Now, we get into the real-life part. Or as one might put it – this is how my research plans did not come to fruition in the timeframe that I wanted. In the time between the award and now, I have made two international moves (the samples had to make one with me). One move involved setting up and kitting a research space capable of doing the molecular genetics and genomics that I wanted to do for this and other projects. After each move, my research focused on establishing myself as a new member of an established community. This meant time devoted to new projects, collaborations, and grants for those new ideas that took me away from old projects. Integrating with new colleagues and institutions is a necessary part of global scientific life. None of that is badper se, but I find something that is often not talked about with all that openly is – What is the value of leaving old project that are partially finished to achieve clear independence of previous research groups? I have no great answers to that question. But this project has caused me to reflect on my own choices. I generally prioritized new projects over older projects that were closer to publication. Having my time split between new projects and older, follow-on projects has been the greatest challenge to this research.
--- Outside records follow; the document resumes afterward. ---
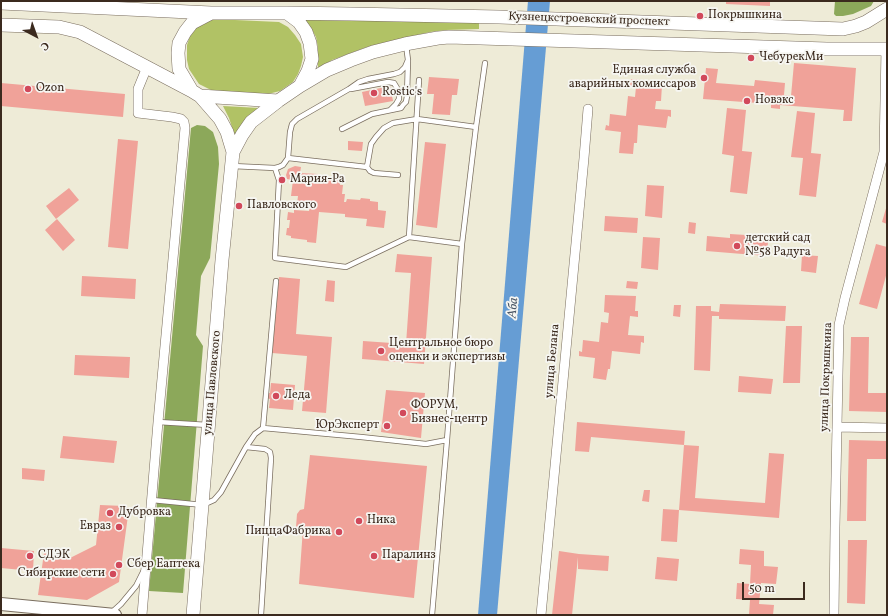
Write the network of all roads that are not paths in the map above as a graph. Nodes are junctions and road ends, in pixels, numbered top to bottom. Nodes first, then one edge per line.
1 (1, 3) edge
2 (887, 10) edge
3 (211, 13) junction
4 (287, 13) junction
5 (1, 25) edge
6 (405, 44) junction
7 (887, 49) edge
8 (408, 60) junction
9 (485, 63) dead end
10 (147, 67) junction
11 (419, 80) dead end
12 (300, 86) junction
13 (349, 89) junction
14 (196, 93) junction
15 (278, 101) junction
16 (588, 109) dead end
17 (390, 110) junction
18 (417, 119) junction
19 (476, 127) junction
20 (342, 129) dead end
21 (233, 152) junction
22 (288, 158) junction
23 (232, 166) junction
24 (367, 167) junction
25 (275, 168) junction
26 (398, 175) dead end
27 (409, 236) junction
28 (462, 244) junction
29 (276, 281) dead end
30 (158, 422) junction
31 (210, 425) junction
32 (837, 427) junction
33 (263, 428) junction
34 (887, 428) edge
35 (447, 440) junction
36 (246, 447) junction
37 (151, 500) junction
38 (203, 505) junction
39 (146, 567) junction
40 (1, 604) edge
41 (112, 615) edge
42 (142, 615) edge
43 (193, 615) edge
44 (261, 615) edge
45 (432, 615) edge
46 (541, 615) edge
47 (834, 615) edge

1 - 3 main road
2 - 4 main road, Кузнецкстроевский проспект
3 - 4 main road
3 - 14 main road
4 - 12 main road
5 - 10 main road
6 - 7 main road, Кузнецкстроевский проспект
6 - 8 lane
6 - 12 main road, Кузнецкстроевский проспект
7 - 32 street, улица Покрышкина
8 - 13 lane
8 - 17 lane
9 - 19 lane
10 - 14 main road
10 - 30 street
11 - 18 lane
12 - 15 main road
13 - 17 lane
13 - 22 lane
14 - 15 main road
14 - 21 main road, улица Павловского
15 - 21 main road, улица Павловского
16 - 46 street, улица Белана
17 - 20 lane
18 - 19 lane
18 - 24 lane
18 - 27 lane
19 - 28 lane
21 - 23 main road, улица Павловского
22 - 24 lane
22 - 25 lane
23 - 25 lane
23 - 31 main road, улица Павловского
24 - 26 lane
25 - 27 lane
27 - 28 lane
28 - 35 lane
29 - 33 lane
30 - 31 lane
30 - 37 street
31 - 38 main road, улица Павловского
32 - 34 street
32 - 47 street, улица Покрышкина
33 - 35 lane
33 - 36 lane
35 - 45 lane
36 - 38 lane
36 - 44 lane
37 - 38 lane
37 - 39 street
38 - 43 main road, улица Павловского
39 - 41 lane
39 - 42 street
40 - 41 street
Where does my EECG project stand? The project is currently incomplete. It is however to a stage where I have spoken about it at invited seminars and conferences. I struggled with myself about whether to even speak about this project in those talks. It is an overall negative result of one measure, which gives an incomplete understanding and is something that pushes for highly stringent validation of results. In the end, I decided that I would talk about it as it is another piece of my personal scientific puzzle and I wanted people to know about it. This has produced an interesting personal observation over the last few years about the soft value of negative results. Of all of the projects and results that I have talked about, it is just as likely that I will speak with someone after a talk about the negative result as some of my other positive results. That is something that took me by surprise. Many people seem to have those projects that produced negative results and they are still working on how to validate that result. This is something that I knew and expected, but what I did not expect was the “bonding” this might produce among two or more people that never meet before. Nothing concrete or grandiose has come from any of these conversations, but it has likely allowed me to meet more people than if I only spoke about the part of my science that was working and produced robust, positive results. Perhaps it made my research more approachable to people and allowed them to have something to more easily to interact with about my research.

In the end has this project been a success? In a word, no. Has this project been a failure? Also, no. I have found that I learn a great deal from hard projects. I rarely offer direct advice and I will not here either. I can, however, say that I will limit the number of projects I engage with moving forward to ensure I get all my projects done. I have learned that one finished project is worth many, many unfinished ones. Perhaps, I should have titled the post as the value of learning to saying no.

References

Bailey N, Marie-Orleach L, Moore AJ (2017) Indirect genetic effects in behavioral ecology: does behavior play a special role in evolution? Behavioral Ecology. 29: 1-11.

Cunningham CB, Ji L, McKinney EC, Benowitz KM, Schmitz RJ, Moore AJ (2019) Changes of gene expression but not cytosine methylation are associated with male parental care reflecting behavioural state, social context and individual flexibility. Journal of Experimental Biology. 222: jeb188649.